The Sleeping Beauty Problem
Scott Hardie | February 22, 2023
Kelly Lee and Matthew Preston were both halfers from the start and never wavered.
Me, I was a thirder at first and quite confident about it, thanks to probability puzzles like The Monty Hall Paradox that demonstrate some biases in our understanding of probability and how something with a truly random outcome can subtly become less than random. But gradually, I came around to being a halfer after watching the video again and discussing it with Kelly and Matthew.
It seems to me that the conundrum lies in how strictly you interpret the question's wording:
She'll be asked one question: "What do you believe is the probability that the coin came up heads?" How should she answer?Asked this way, the answer should always be one half, because that's always the probability of heads in any of the possible outcomes:
• If the coin toss came up heads and today is Monday, the probability that the coin toss came up heads was one half, so that's what Sleeping Beauty should answer.
• If the coin toss came up tails and today is Monday, the probability that the coin toss came up heads was one half, so that's what Sleeping Beauty should answer.
• If the coin toss came up tails and today is Tuesday, the probability that the coin toss came up heads was one half, so that's what Sleeping Beauty should answer.
The crux of the thirder argument is that when Sleeping Beauty wakes up...
...she learns that she's gone from existing in a reality where there are two possible states (the coin came up either heads or tails) to existing in a reality where there are three possible states (Monday heads, Monday tails, or Tuesday tails). And therefore, she should assign equal probability to each of these three outcomes.But that's only prudent if the three possible outcomes are all equally likely, and they are not! Sleeping Beauty is not being asked, "if all possible ways that you could be asked this question were equally likely, what is the probability of the circumstances that led to this question?" One third would be the correct answer to that question.
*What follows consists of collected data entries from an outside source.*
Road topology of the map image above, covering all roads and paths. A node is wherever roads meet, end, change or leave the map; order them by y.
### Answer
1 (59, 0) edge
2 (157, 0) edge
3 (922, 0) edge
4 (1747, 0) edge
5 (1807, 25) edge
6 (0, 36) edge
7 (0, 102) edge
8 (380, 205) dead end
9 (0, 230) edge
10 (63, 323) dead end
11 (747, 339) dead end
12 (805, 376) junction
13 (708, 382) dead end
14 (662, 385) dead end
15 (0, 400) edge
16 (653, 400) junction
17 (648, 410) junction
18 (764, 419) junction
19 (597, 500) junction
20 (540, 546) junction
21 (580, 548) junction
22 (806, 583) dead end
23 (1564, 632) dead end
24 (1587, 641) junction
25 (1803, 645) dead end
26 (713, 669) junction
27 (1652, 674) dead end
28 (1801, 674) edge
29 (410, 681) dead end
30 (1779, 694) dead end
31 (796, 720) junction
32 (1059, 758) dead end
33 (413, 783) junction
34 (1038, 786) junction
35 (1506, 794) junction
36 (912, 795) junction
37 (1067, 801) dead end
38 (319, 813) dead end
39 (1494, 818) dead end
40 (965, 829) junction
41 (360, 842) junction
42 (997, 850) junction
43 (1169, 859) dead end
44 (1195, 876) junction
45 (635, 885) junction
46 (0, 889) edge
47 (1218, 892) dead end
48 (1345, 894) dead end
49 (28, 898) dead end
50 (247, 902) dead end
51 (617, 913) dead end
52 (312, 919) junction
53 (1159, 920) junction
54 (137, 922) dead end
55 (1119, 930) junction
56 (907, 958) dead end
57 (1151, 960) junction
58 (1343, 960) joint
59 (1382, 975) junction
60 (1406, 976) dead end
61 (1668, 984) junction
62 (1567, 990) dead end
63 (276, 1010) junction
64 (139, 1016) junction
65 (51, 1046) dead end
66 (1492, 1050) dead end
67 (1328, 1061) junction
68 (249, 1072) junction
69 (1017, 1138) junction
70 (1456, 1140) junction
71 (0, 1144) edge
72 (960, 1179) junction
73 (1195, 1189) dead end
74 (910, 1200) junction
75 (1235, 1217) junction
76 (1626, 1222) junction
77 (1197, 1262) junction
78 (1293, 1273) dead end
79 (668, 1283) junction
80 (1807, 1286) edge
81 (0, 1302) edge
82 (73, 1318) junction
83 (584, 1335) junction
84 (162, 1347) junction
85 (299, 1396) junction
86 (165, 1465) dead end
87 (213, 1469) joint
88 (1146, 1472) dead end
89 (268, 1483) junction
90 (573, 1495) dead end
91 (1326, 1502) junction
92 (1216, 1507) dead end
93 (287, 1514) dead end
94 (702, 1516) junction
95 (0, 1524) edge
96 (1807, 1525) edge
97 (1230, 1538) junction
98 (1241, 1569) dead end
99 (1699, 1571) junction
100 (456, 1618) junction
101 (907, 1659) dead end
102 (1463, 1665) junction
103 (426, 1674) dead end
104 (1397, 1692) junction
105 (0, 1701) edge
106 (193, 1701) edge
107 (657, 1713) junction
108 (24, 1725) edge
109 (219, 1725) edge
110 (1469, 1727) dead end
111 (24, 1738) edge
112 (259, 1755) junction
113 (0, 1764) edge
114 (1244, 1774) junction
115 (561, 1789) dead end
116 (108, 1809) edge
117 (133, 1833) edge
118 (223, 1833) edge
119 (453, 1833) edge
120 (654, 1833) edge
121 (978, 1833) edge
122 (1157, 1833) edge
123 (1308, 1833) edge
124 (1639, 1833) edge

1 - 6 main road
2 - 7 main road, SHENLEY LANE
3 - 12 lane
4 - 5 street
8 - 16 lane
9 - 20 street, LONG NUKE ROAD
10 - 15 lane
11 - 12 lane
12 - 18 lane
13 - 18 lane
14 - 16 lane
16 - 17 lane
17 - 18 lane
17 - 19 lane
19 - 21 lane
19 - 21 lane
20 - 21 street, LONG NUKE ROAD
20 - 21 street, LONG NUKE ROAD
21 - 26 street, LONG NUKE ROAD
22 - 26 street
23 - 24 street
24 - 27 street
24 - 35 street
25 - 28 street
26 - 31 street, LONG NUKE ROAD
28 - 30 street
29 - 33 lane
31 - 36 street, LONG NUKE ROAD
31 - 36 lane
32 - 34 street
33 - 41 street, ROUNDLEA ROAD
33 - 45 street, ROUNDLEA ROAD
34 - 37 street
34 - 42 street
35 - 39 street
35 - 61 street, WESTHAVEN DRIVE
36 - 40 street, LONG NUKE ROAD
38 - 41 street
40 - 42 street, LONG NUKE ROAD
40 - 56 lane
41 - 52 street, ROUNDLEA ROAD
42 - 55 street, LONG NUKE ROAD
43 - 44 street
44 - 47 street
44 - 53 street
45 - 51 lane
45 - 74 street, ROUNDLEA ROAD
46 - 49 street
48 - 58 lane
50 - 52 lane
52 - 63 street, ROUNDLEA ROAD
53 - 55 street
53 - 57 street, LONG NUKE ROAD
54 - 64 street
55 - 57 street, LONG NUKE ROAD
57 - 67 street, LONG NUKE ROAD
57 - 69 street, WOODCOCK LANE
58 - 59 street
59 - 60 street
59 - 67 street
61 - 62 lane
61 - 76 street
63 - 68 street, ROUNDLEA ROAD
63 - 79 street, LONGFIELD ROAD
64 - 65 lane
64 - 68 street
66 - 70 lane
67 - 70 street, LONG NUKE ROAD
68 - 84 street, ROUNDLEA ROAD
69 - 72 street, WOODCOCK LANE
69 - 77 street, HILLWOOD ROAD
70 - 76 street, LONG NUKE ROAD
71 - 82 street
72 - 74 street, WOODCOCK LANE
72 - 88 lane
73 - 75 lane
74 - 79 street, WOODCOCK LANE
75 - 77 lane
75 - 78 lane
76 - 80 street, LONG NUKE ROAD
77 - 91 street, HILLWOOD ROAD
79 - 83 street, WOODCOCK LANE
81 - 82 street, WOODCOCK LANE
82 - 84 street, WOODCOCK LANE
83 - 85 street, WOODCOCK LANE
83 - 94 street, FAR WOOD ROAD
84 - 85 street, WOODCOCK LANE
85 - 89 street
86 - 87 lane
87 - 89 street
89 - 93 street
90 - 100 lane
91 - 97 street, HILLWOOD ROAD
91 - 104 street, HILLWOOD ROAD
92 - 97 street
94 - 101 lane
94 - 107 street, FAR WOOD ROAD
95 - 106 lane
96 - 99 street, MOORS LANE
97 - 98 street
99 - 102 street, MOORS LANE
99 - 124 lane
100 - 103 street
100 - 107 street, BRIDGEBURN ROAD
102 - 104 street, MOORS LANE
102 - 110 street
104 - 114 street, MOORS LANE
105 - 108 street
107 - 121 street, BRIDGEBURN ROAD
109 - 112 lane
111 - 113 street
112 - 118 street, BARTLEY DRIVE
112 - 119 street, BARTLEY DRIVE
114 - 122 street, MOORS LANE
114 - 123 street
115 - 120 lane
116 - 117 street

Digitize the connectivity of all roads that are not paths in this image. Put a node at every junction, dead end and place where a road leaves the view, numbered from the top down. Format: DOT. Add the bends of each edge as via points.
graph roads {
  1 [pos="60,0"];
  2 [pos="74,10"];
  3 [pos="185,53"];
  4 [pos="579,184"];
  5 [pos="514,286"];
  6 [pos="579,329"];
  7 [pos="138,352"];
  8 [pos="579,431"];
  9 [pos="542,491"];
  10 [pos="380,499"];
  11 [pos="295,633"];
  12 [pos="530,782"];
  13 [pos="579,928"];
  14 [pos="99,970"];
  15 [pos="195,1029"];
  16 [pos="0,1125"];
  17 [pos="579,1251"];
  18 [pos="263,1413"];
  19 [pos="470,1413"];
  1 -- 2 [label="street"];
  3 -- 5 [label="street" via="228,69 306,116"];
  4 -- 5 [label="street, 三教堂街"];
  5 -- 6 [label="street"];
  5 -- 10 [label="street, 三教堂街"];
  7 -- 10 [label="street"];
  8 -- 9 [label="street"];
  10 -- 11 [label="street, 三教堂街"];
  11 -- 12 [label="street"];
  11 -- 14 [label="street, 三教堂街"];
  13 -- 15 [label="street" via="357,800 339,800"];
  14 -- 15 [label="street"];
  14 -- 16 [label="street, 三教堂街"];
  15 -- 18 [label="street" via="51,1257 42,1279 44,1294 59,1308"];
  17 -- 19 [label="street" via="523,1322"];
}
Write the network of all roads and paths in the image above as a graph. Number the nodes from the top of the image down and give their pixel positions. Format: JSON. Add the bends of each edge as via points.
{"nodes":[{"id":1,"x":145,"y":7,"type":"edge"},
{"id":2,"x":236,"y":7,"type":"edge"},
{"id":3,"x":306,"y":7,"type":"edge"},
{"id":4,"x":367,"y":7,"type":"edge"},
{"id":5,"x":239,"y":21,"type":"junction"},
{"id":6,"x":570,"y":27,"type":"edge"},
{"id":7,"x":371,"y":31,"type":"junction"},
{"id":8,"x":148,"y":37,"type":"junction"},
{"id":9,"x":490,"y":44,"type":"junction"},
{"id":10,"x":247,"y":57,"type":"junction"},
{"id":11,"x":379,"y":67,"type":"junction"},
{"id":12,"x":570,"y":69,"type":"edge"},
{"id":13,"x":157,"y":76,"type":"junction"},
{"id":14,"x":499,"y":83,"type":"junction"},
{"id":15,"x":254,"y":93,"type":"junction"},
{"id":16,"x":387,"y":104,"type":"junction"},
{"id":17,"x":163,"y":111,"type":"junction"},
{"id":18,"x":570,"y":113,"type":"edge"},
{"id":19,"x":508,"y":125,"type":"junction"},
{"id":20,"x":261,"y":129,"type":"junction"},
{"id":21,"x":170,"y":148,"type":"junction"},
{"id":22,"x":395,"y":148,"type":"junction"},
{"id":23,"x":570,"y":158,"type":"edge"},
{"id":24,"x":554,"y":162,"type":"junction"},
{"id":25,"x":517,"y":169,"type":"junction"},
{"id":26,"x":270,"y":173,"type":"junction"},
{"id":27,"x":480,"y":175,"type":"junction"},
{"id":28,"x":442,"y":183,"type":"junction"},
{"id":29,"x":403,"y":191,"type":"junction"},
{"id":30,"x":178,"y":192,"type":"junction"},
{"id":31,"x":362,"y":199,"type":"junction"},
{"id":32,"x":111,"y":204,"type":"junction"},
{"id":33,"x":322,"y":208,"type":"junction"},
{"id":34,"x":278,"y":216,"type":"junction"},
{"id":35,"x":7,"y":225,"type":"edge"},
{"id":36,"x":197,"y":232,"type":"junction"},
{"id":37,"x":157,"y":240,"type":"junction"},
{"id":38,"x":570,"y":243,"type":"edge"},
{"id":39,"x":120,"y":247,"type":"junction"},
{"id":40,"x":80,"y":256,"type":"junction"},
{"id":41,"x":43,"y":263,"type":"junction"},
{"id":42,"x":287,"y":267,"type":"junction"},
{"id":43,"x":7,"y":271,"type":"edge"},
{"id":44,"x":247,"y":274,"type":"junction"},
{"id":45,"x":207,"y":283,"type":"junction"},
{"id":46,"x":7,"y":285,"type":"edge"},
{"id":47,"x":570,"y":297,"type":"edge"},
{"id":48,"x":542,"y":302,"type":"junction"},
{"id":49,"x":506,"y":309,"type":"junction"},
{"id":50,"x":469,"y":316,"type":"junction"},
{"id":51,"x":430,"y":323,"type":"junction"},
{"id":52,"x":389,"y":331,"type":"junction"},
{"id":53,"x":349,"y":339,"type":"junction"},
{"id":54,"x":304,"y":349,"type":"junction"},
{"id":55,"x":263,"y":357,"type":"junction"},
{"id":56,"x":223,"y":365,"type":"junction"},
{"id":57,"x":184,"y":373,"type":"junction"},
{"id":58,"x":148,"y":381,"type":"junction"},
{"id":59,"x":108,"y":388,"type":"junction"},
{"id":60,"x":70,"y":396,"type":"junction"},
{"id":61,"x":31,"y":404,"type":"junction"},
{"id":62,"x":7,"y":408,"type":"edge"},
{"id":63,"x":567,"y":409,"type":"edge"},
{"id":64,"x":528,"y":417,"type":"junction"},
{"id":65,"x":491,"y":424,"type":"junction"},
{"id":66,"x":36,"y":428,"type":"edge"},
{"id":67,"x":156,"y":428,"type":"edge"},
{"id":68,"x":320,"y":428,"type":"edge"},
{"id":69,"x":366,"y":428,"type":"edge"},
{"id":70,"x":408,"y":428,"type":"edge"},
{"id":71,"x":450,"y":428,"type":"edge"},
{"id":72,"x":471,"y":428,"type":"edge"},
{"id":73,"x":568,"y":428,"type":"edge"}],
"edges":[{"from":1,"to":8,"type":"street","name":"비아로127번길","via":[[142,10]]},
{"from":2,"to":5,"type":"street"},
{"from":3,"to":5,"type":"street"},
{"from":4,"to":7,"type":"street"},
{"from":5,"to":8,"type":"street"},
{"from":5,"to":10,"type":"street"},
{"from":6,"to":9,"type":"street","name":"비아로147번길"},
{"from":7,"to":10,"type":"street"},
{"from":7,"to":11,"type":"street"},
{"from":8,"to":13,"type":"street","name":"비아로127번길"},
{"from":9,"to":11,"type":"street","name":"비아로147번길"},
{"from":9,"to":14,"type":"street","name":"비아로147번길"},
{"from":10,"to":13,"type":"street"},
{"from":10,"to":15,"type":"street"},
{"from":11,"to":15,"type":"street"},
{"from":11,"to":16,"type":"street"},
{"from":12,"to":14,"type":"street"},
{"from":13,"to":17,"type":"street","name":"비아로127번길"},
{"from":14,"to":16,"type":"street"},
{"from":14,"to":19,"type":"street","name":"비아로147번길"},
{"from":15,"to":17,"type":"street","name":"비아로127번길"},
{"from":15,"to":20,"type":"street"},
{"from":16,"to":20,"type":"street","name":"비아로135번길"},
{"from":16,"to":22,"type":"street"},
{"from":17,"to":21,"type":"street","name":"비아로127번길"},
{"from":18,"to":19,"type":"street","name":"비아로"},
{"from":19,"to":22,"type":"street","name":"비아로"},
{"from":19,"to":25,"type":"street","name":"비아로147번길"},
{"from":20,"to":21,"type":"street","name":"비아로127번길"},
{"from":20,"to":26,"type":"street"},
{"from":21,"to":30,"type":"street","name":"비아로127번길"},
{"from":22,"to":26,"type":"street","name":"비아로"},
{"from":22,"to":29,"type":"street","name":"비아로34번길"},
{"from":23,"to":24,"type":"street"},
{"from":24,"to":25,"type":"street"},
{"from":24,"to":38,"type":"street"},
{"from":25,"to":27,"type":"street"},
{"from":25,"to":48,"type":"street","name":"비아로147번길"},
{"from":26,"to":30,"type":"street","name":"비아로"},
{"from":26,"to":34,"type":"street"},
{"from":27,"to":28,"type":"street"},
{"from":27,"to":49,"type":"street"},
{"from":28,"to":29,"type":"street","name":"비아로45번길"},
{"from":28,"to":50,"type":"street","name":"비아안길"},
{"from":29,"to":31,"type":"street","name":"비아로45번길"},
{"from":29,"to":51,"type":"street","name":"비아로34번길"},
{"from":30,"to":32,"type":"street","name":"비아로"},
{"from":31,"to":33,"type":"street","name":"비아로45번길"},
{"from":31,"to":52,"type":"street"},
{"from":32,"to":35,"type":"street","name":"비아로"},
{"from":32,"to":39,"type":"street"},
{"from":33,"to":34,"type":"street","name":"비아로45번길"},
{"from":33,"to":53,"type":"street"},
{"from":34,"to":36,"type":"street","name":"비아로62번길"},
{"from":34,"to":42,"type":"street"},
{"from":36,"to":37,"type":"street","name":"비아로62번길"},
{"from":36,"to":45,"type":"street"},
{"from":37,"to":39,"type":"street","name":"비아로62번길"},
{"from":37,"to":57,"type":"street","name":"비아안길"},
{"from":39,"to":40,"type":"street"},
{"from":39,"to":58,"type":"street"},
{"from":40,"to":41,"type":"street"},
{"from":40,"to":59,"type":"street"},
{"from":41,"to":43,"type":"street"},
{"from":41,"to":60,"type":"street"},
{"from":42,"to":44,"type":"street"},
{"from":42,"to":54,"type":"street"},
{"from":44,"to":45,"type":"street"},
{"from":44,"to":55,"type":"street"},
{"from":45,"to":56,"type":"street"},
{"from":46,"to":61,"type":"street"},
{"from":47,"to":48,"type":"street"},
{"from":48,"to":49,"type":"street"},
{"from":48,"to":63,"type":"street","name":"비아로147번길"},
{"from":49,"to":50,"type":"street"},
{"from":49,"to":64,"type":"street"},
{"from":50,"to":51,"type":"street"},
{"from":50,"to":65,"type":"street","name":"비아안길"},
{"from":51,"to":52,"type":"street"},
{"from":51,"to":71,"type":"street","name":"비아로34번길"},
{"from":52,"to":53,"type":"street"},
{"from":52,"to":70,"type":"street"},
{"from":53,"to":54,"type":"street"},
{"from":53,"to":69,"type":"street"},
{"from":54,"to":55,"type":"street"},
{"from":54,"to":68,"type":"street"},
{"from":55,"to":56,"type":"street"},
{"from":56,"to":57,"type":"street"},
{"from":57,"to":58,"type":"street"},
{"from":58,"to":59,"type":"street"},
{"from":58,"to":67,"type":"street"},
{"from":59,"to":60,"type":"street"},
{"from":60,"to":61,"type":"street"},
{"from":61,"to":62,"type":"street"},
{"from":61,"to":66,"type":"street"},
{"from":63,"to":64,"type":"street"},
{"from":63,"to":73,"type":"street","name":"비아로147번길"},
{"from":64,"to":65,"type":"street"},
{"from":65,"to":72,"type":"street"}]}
As one of the video's commenters succinctly put it, the odds of winning the lottery are not 50-50 just because there are two possible outcomes.
There may be something that the Veritasium video didn't explain about mathematical probability, some reason beyond my layperson's understanding why "therefore" in the above quote makes logical sense. But in lieu of that, treating all three scenarios as equally likely not only seems wrong, it also leads to all kinds of absurd conclusions in the rest of the video, such as the pen-and-paper experiment. Of course that chart is going to wind up with a roughly equal number of tally marks in each of the three columns, because the two tails columns will both get a mark if tails is flipped! A tally of all possible scenarios is not relevant information; instead it's better to write down what Sleeping Beauty's answer should be in each possible scenario, like I did above in three bullet points. Especially dumb is the "million black marbles and one white marble" thought experiment, which again answers a different hypothetical question than the one asked; a more relevant wording would be, "given that a coin toss resulted in either one white marble for heads or a million black marbles for tails, and you are about to draw one marble from the bag, what is the probability that you pull out a white marble," which would be one half.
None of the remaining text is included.